(DATA IN THIS EXERCISE Opens)

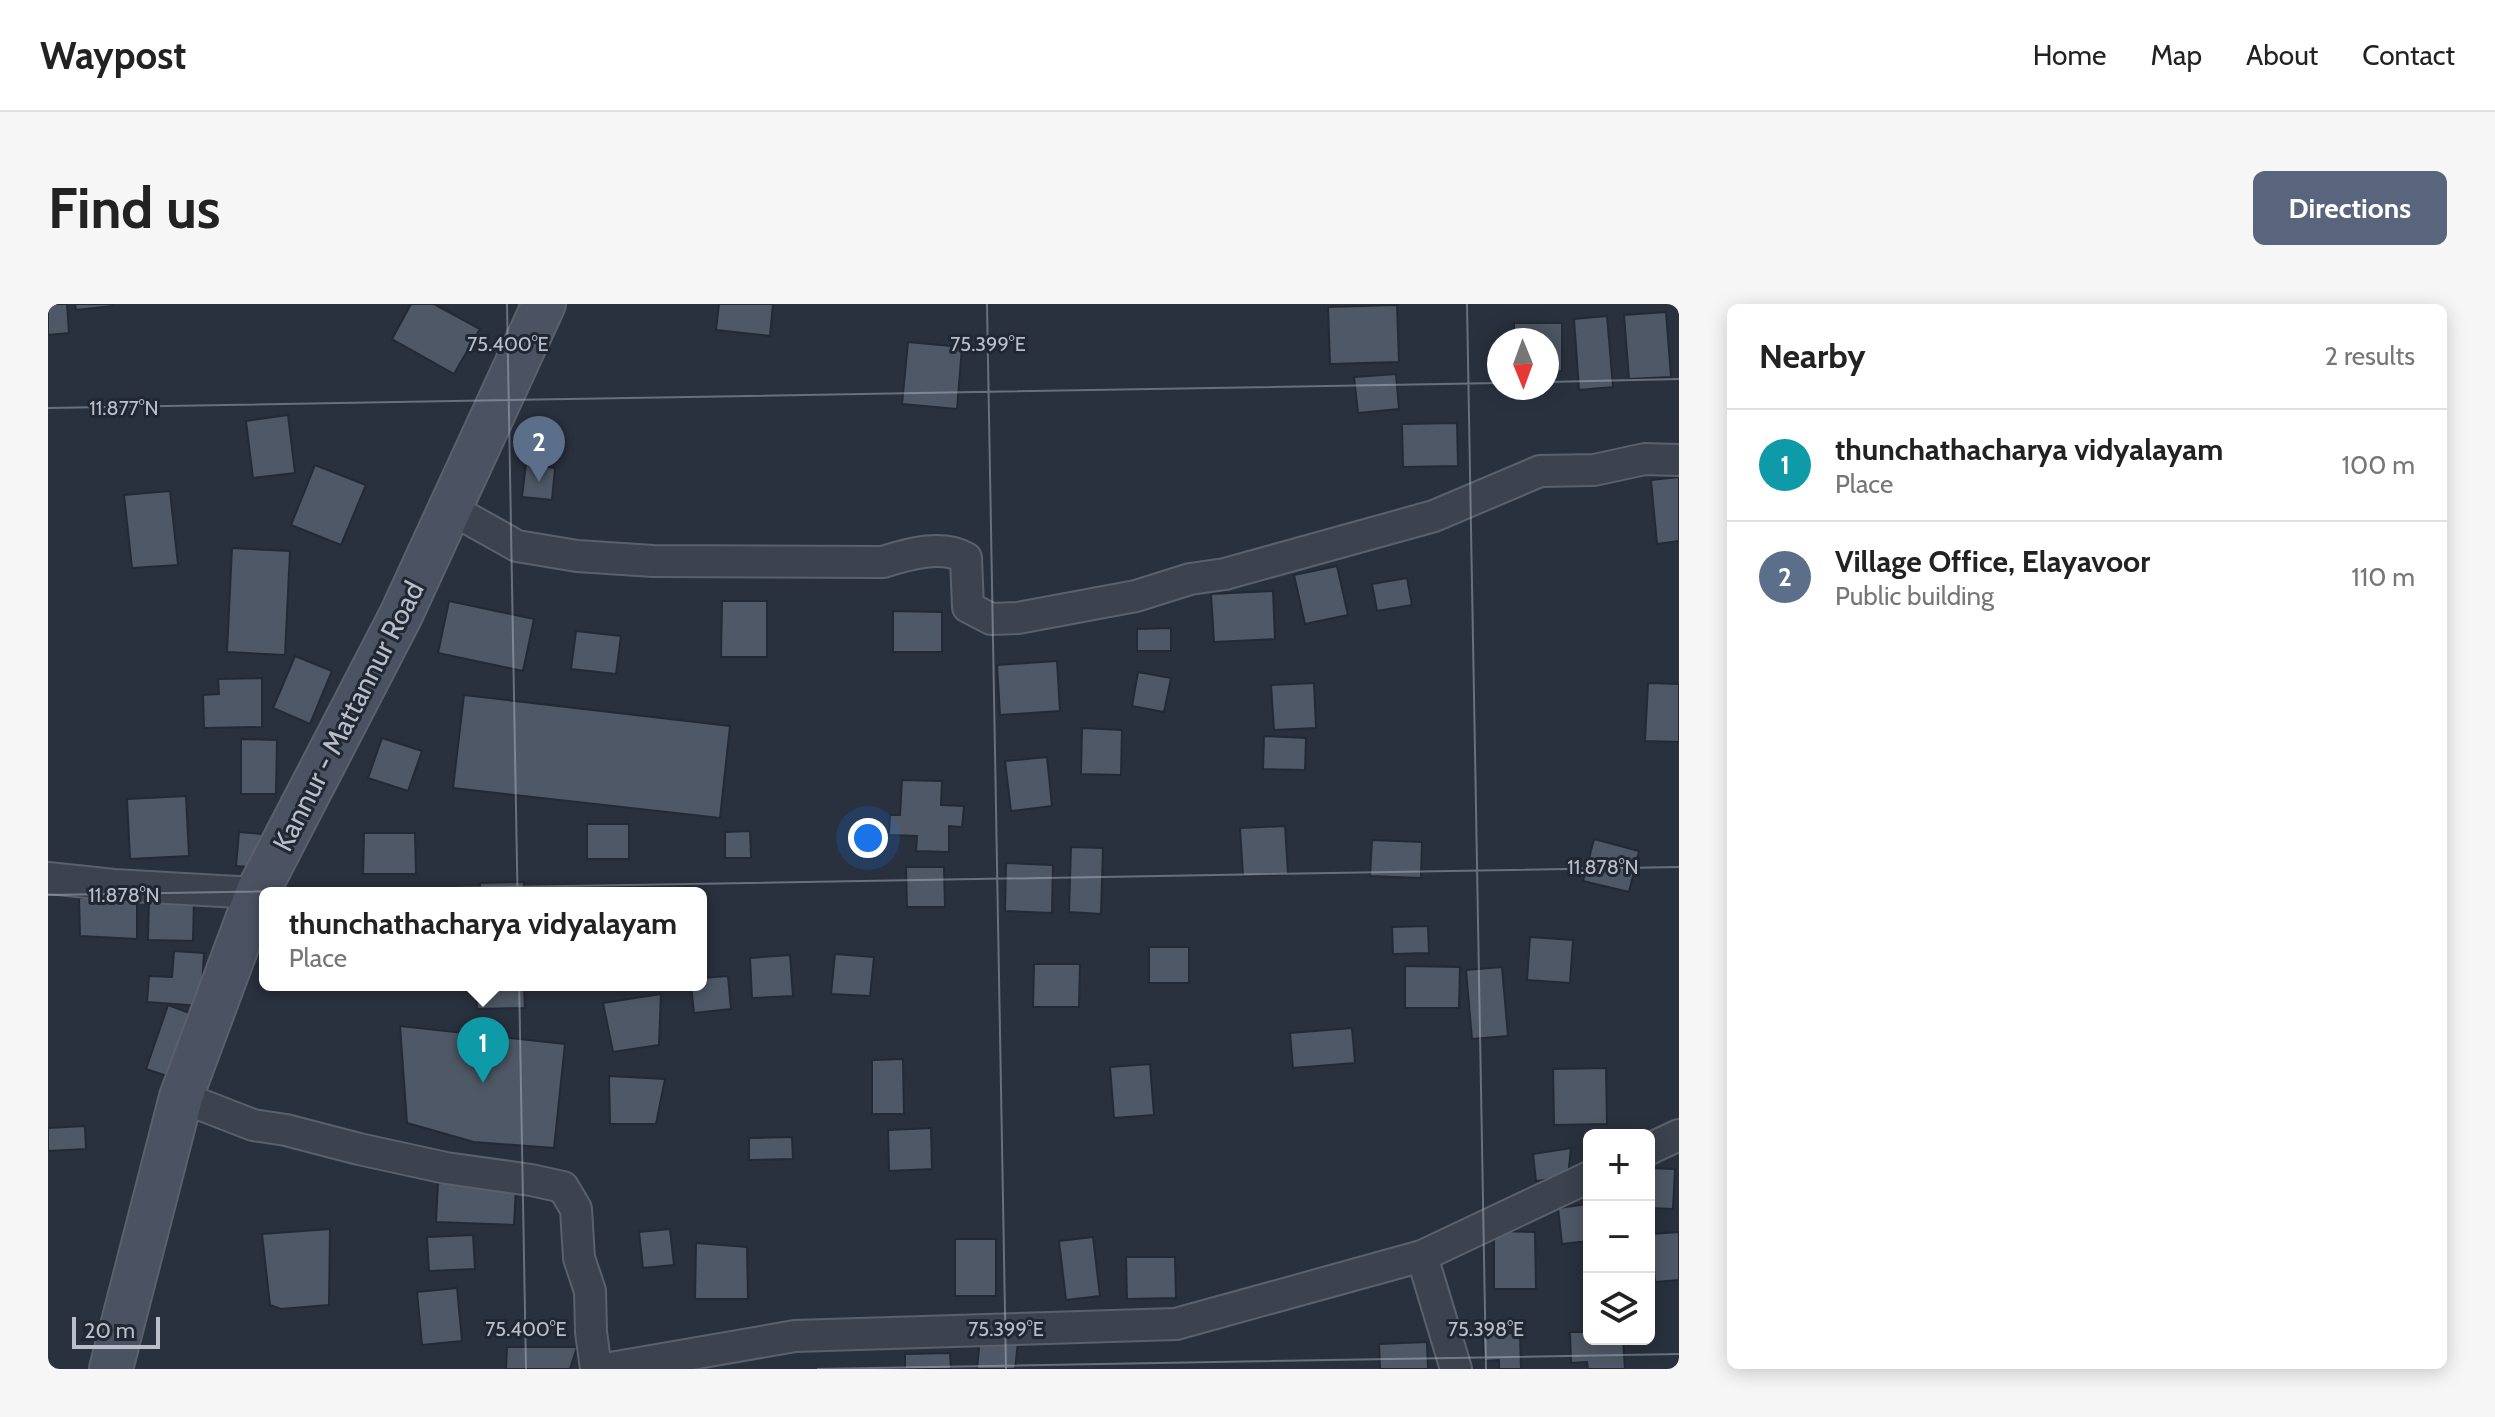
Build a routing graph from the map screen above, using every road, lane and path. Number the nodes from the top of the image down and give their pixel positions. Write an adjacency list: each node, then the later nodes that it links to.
1 (544, 304): 3 (main road, Kannur - Mattannur Road)
2 (1679, 460): 3 (street)
3 (451, 509): 5 (main road, Kannur - Mattannur Road)
4 (48, 878): 7 (street)
5 (260, 887)
6 (259, 889): 7 (main road, Kannur - Mattannur Road)
7 (257, 893): 8 (main road, Kannur - Mattannur Road)
8 (181, 1097): 13 (main road, Kannur - Mattannur Road); 14 (street)
9 (1679, 1135): 10 (street)
10 (1655, 1146)
11 (1583, 1180): 12 (street)
12 (1422, 1256): 15 (street); 16 (street)
13 (111, 1369)
14 (596, 1369)
15 (605, 1369)
16 (1456, 1369)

(DATA IN THIS EXERCISE Closes)

[WHAT IS EXPECTED] What you give back must match the entries exactly, apart from the omitted pictures.

[RESULT FOR THIS EXERCISE]
Build a routing graph from the map screen above, using every road, lane and path. Number the nodes from the top of the image down and give their pixel positions. Write an adjacency list: each node, then the later nodes that it links to.
1 (544, 304): 3 (main road, Kannur - Mattannur Road)
2 (1679, 460): 3 (street)
3 (451, 509): 5 (main road, Kannur - Mattannur Road)
4 (48, 878): 7 (street)
5 (260, 887)
6 (259, 889): 7 (main road, Kannur - Mattannur Road)
7 (257, 893): 8 (main road, Kannur - Mattannur Road)
8 (181, 1097): 13 (main road, Kannur - Mattannur Road); 14 (street)
9 (1679, 1135): 10 (street)
10 (1655, 1146)
11 (1583, 1180): 12 (street)
12 (1422, 1256): 15 (street); 16 (street)
13 (111, 1369)
14 (596, 1369)
15 (605, 1369)
16 (1456, 1369)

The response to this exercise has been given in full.